We put Emma down around 9pm. When we finally went to bed after midnight, we opened her door and stared at her for a good few minutes. I wanted so much to hold her. To protect her.

I didn’t sleep much that night. Emma hasn’t been sleeping well either lately, but I’ve never been so happy for her to show up at our bedside at 5am.

“May I have a snuggle?”, I asked.

“Yeah.”

There was no real point in trying to go back to sleep. We played in her room. Went for another walk. Ate breakfast. And then I had to leave for the airport. I travel a quite a bit for work, but don’t think I’ve ever wanted to leave less.

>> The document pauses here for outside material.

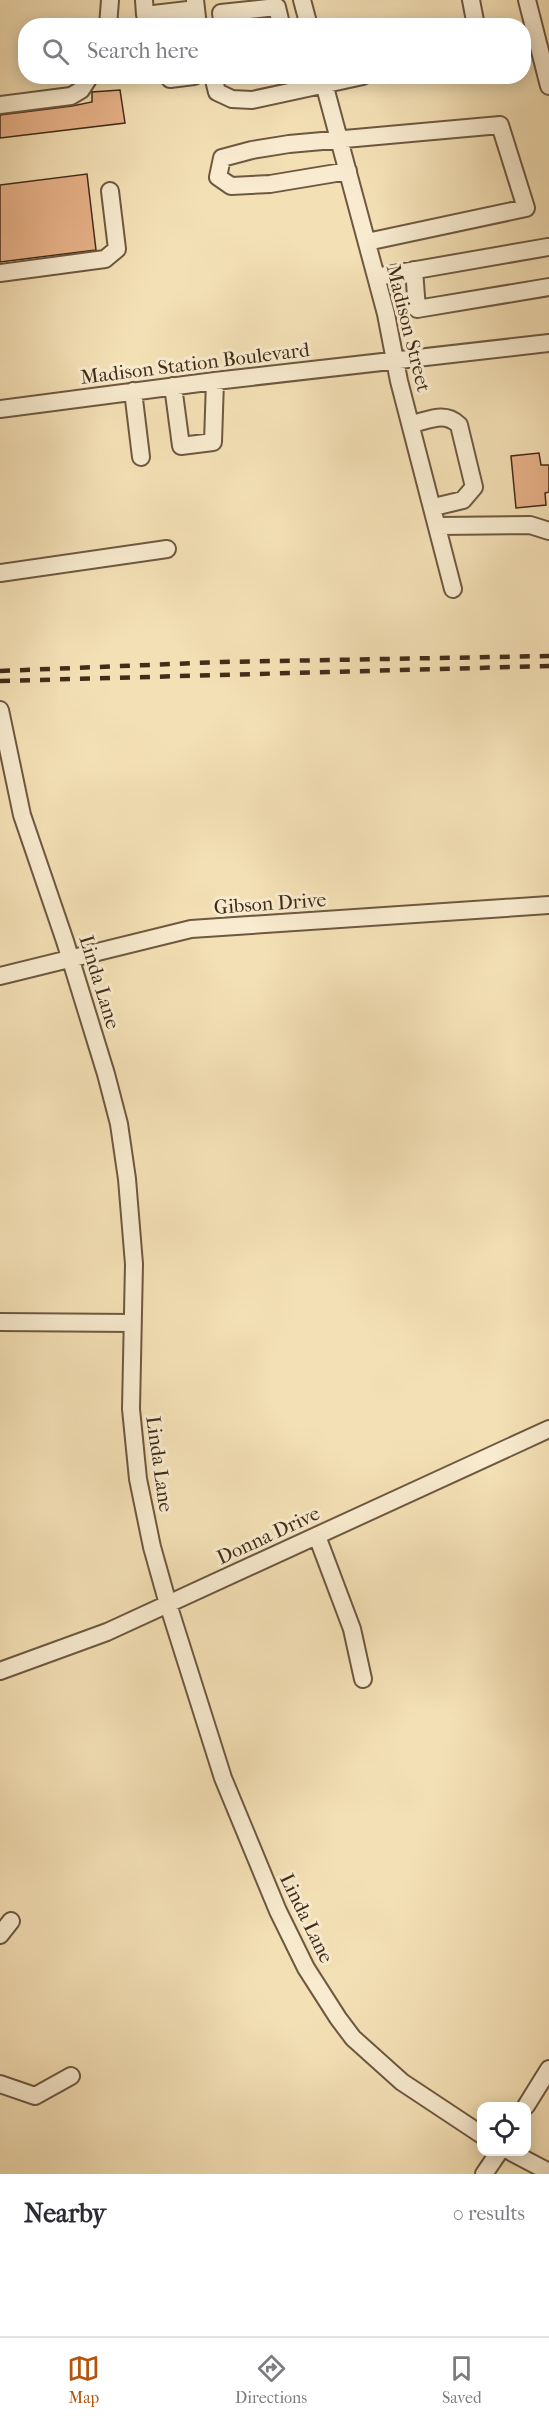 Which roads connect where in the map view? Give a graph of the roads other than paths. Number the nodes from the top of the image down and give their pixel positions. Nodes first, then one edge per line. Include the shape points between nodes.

A friend staying nearby had a flight at the same time, so we shared a ride and talked about it for two hours. Talked about the importance of getting involved and serving locally. Talked about the need to be a force for change to counteract the badness that’s soon to come down from up on high.

I felt a little bit better. Something about voicing fear makes it loosen a little bit of its grip.

I got on the plane and recognized the guy sitting next to me. A fellow developer, he too was off to RubyConf in Cincinnati. A Brit, he had just moved to NYC, had gone through Brexit, and was more knowledgeable about our political process than I am after 36 years of living here. He dropped knowledge on me for two hours.

I felt a little bit better.

And that’s basically been the plan for the last three days: talking to folks about it. Slacking with coworkers. Emailing old friends. Striking up conversations with strangers. Calling Rachel every few hours. Processing and working through this together.

The five stages of grief are: denial, anger, bargaining, depression, and acceptance. I’m still angry. It feels unfair, as a white man with a good job, to move onto bargaining too quickly, for bargaining is a luxury the folks most affected by Trump won’t have.

I’ll see Rachel and Emma again in two days, just in time for her second birthday. I hope to be less angry then.